Escamas y trozos de carne ennegrecidos pasaron volando junto al último príncipe de Athalantar mientras éste intentaba ponerse de pie con esfuerzo, y veía a Undarl rugir de rabia y azotar a la hechicera con su látigo de llamas, buscando romper el escudo. El fragor del rugiente fuego se intensificó.

Myrjala aguantó firme el furor de las llamas, y pronunció una sola palabra, sosegadamente. Los bordes de su escudo empezaron a crecer, y se alargaron hasta formar unas puntas semejantes a lanzas que se dirigieron hacia Undarl, vibrando de poder.

El hechicero rió desdeñosamente. También sus brazos crecieron, convirtiéndose en tentáculos. Las puntas de sus extremidades serpentinas se endurecieron y adoptaron la forma de unas largas y afiladas garras rojas. Las puntas de lanza del escudo lo alcanzaron y pasaron a través de él inofensivamente. Las risas de Undarl se hicieron más estridentes y su rostro empezó a alargarse de una forma horrible, formando un gran hocico. Las garras de sus manos terminaban ahora en unas pequeñas cosas bulbosas, cada una de ella con su correspondiente boca chasqueante.

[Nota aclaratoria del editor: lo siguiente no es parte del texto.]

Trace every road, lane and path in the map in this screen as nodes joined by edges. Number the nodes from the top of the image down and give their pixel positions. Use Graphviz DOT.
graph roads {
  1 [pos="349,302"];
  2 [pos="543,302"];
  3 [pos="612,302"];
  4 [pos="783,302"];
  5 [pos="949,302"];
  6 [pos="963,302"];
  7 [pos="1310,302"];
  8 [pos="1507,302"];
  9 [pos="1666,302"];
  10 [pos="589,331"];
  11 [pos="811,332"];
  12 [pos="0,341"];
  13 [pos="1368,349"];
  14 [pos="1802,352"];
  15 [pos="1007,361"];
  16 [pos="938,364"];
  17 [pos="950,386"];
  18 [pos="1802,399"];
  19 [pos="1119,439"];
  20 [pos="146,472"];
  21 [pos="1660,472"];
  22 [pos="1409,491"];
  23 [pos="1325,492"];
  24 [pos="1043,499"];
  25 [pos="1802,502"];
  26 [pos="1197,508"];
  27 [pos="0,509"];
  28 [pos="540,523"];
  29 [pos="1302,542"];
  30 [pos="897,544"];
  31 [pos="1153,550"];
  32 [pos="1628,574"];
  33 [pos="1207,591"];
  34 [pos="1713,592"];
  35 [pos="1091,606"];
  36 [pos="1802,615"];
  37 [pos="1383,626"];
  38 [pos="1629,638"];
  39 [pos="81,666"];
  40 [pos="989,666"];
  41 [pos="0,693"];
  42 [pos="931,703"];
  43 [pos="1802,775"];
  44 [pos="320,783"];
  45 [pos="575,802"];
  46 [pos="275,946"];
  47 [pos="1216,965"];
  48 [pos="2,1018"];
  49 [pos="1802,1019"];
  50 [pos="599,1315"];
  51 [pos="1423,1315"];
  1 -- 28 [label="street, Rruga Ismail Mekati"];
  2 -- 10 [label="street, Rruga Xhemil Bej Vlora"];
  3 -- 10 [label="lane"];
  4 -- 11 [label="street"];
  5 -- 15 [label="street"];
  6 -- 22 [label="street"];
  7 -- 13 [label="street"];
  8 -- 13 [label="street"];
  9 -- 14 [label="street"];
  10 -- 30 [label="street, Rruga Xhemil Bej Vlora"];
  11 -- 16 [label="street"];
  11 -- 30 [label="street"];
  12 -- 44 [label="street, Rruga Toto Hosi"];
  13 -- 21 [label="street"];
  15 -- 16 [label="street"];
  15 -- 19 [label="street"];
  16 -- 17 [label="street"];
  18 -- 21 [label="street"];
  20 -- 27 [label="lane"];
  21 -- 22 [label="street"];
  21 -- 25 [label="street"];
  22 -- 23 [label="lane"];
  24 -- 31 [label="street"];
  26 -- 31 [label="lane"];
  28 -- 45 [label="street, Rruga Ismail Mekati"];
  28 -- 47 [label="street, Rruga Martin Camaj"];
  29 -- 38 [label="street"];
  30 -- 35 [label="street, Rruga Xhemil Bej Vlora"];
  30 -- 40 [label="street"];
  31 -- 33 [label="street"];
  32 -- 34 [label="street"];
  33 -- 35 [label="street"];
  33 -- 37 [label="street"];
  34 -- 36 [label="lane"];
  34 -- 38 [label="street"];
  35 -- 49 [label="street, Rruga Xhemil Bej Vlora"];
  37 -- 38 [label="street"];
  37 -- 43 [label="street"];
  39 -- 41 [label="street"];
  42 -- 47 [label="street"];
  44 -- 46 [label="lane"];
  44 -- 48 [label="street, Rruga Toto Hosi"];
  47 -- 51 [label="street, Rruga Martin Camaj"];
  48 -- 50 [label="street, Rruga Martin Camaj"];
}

—¡Mi conjuro no puede tocarlo! —exclamó Myrjala, asombrada.

El mago echó la cabeza atrás, y su risa demencial levantó ecos en el plinto de piedra que estaba tras él.

—¡Por supuesto que no! No soy un insignificante mortal de Faerun para que me afecte tu magia. Camino a voluntad por las sombras de muchos mundos. ¡Muchos se creen más poderosos que yo, pero acaban por descubrir la enormidad de su estupidez instantes antes de perecer!

Las cabezas de tentáculos de Undarl, cada vez más grandes, se lanzaron en picado alrededor del escudo y se cernieron sobre la maga, propinando mordiscos y latigazos como serpientes retorciéndose. Myrjala gritó cuando una de ellas le mordió la mano levantada, pero su grito se cortó bruscamente un instante después, cuando la cabeza del hechicero, ahora como la de un dragón, expulsó un chorro continuo de fuego que atravesó el escudo. El cuerpo de la hechicera se consumió de cintura para arriba, y se desmoronó en un revoltijo de cenizas y huesos ennegrecidos.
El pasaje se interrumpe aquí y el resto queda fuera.